──────── LISTED ENTRIES

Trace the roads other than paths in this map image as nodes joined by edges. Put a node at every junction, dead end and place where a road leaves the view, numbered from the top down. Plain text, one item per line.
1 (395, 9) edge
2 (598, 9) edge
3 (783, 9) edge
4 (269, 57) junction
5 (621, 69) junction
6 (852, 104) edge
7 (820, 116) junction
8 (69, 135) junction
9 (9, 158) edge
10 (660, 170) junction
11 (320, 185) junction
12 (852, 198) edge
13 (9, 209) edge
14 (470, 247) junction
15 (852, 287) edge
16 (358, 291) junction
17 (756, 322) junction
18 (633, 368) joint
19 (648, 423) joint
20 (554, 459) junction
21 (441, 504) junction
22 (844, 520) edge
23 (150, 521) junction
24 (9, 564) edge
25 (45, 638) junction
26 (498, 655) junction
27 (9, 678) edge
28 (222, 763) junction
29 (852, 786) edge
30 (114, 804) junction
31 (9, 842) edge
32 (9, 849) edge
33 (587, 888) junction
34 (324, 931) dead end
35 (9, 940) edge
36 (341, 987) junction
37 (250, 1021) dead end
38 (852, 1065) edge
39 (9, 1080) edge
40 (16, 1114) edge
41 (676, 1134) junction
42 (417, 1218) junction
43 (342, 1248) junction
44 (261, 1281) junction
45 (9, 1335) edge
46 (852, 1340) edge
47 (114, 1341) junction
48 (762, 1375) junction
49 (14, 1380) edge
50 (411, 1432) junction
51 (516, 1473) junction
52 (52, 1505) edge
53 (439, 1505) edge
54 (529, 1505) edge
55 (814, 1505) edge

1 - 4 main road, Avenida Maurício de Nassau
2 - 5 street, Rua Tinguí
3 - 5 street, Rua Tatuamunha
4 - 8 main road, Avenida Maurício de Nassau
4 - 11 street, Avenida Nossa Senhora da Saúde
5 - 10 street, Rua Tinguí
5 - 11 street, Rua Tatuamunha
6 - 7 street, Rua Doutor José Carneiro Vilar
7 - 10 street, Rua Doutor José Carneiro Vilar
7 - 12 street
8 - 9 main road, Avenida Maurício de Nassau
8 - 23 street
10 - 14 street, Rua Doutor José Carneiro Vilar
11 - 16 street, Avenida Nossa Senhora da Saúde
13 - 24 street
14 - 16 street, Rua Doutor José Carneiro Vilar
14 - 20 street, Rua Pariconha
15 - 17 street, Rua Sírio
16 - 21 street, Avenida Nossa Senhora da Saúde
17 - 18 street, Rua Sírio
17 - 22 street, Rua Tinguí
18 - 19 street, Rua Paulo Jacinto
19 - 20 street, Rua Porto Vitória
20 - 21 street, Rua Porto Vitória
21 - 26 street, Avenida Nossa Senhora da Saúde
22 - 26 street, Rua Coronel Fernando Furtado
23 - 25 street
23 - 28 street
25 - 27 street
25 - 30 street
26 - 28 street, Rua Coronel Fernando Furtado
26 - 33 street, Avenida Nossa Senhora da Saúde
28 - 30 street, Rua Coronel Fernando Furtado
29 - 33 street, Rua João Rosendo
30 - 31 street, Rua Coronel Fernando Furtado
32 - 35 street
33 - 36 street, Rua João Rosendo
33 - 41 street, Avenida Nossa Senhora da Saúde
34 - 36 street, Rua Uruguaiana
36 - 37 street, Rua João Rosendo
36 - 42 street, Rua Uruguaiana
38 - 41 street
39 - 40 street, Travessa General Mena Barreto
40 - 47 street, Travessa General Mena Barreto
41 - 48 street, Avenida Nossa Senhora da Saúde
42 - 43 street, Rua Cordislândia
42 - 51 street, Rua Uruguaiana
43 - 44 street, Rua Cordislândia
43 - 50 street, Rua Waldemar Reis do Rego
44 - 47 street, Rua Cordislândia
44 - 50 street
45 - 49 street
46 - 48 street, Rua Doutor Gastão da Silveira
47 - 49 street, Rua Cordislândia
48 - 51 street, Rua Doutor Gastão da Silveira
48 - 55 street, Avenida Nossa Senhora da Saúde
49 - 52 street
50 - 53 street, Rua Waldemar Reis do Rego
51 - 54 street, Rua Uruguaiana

────────────────

▸ REQUIRED WORK: What is needed is an exact copy of all the data above.

▸ ANSWER BOX:
Trace the roads other than paths in this map image as nodes joined by edges. Put a node at every junction, dead end and place where a road leaves the view, numbered from the top down. Plain text, one item per line.
1 (395, 9) edge
2 (598, 9) edge
3 (783, 9) edge
4 (269, 57) junction
5 (621, 69) junction
6 (852, 104) edge
7 (820, 116) junction
8 (69, 135) junction
9 (9, 158) edge
10 (660, 170) junction
11 (320, 185) junction
12 (852, 198) edge
13 (9, 209) edge
14 (470, 247) junction
15 (852, 287) edge
16 (358, 291) junction
17 (756, 322) junction
18 (633, 368) joint
19 (648, 423) joint
20 (554, 459) junction
21 (441, 504) junction
22 (844, 520) edge
23 (150, 521) junction
24 (9, 564) edge
25 (45, 638) junction
26 (498, 655) junction
27 (9, 678) edge
28 (222, 763) junction
29 (852, 786) edge
30 (114, 804) junction
31 (9, 842) edge
32 (9, 849) edge
33 (587, 888) junction
34 (324, 931) dead end
35 (9, 940) edge
36 (341, 987) junction
37 (250, 1021) dead end
38 (852, 1065) edge
39 (9, 1080) edge
40 (16, 1114) edge
41 (676, 1134) junction
42 (417, 1218) junction
43 (342, 1248) junction
44 (261, 1281) junction
45 (9, 1335) edge
46 (852, 1340) edge
47 (114, 1341) junction
48 (762, 1375) junction
49 (14, 1380) edge
50 (411, 1432) junction
51 (516, 1473) junction
52 (52, 1505) edge
53 (439, 1505) edge
54 (529, 1505) edge
55 (814, 1505) edge

1 - 4 main road, Avenida Maurício de Nassau
2 - 5 street, Rua Tinguí
3 - 5 street, Rua Tatuamunha
4 - 8 main road, Avenida Maurício de Nassau
4 - 11 street, Avenida Nossa Senhora da Saúde
5 - 10 street, Rua Tinguí
5 - 11 street, Rua Tatuamunha
6 - 7 street, Rua Doutor José Carneiro Vilar
7 - 10 street, Rua Doutor José Carneiro Vilar
7 - 12 street
8 - 9 main road, Avenida Maurício de Nassau
8 - 23 street
10 - 14 street, Rua Doutor José Carneiro Vilar
11 - 16 street, Avenida Nossa Senhora da Saúde
13 - 24 street
14 - 16 street, Rua Doutor José Carneiro Vilar
14 - 20 street, Rua Pariconha
15 - 17 street, Rua Sírio
16 - 21 street, Avenida Nossa Senhora da Saúde
17 - 18 street, Rua Sírio
17 - 22 street, Rua Tinguí
18 - 19 street, Rua Paulo Jacinto
19 - 20 street, Rua Porto Vitória
20 - 21 street, Rua Porto Vitória
21 - 26 street, Avenida Nossa Senhora da Saúde
22 - 26 street, Rua Coronel Fernando Furtado
23 - 25 street
23 - 28 street
25 - 27 street
25 - 30 street
26 - 28 street, Rua Coronel Fernando Furtado
26 - 33 street, Avenida Nossa Senhora da Saúde
28 - 30 street, Rua Coronel Fernando Furtado
29 - 33 street, Rua João Rosendo
30 - 31 street, Rua Coronel Fernando Furtado
32 - 35 street
33 - 36 street, Rua João Rosendo
33 - 41 street, Avenida Nossa Senhora da Saúde
34 - 36 street, Rua Uruguaiana
36 - 37 street, Rua João Rosendo
36 - 42 street, Rua Uruguaiana
38 - 41 street
39 - 40 street, Travessa General Mena Barreto
40 - 47 street, Travessa General Mena Barreto
41 - 48 street, Avenida Nossa Senhora da Saúde
42 - 43 street, Rua Cordislândia
42 - 51 street, Rua Uruguaiana
43 - 44 street, Rua Cordislândia
43 - 50 street, Rua Waldemar Reis do Rego
44 - 47 street, Rua Cordislândia
44 - 50 street
45 - 49 street
46 - 48 street, Rua Doutor Gastão da Silveira
47 - 49 street, Rua Cordislândia
48 - 51 street, Rua Doutor Gastão da Silveira
48 - 55 street, Avenida Nossa Senhora da Saúde
49 - 52 street
50 - 53 street, Rua Waldemar Reis do Rego
51 - 54 street, Rua Uruguaiana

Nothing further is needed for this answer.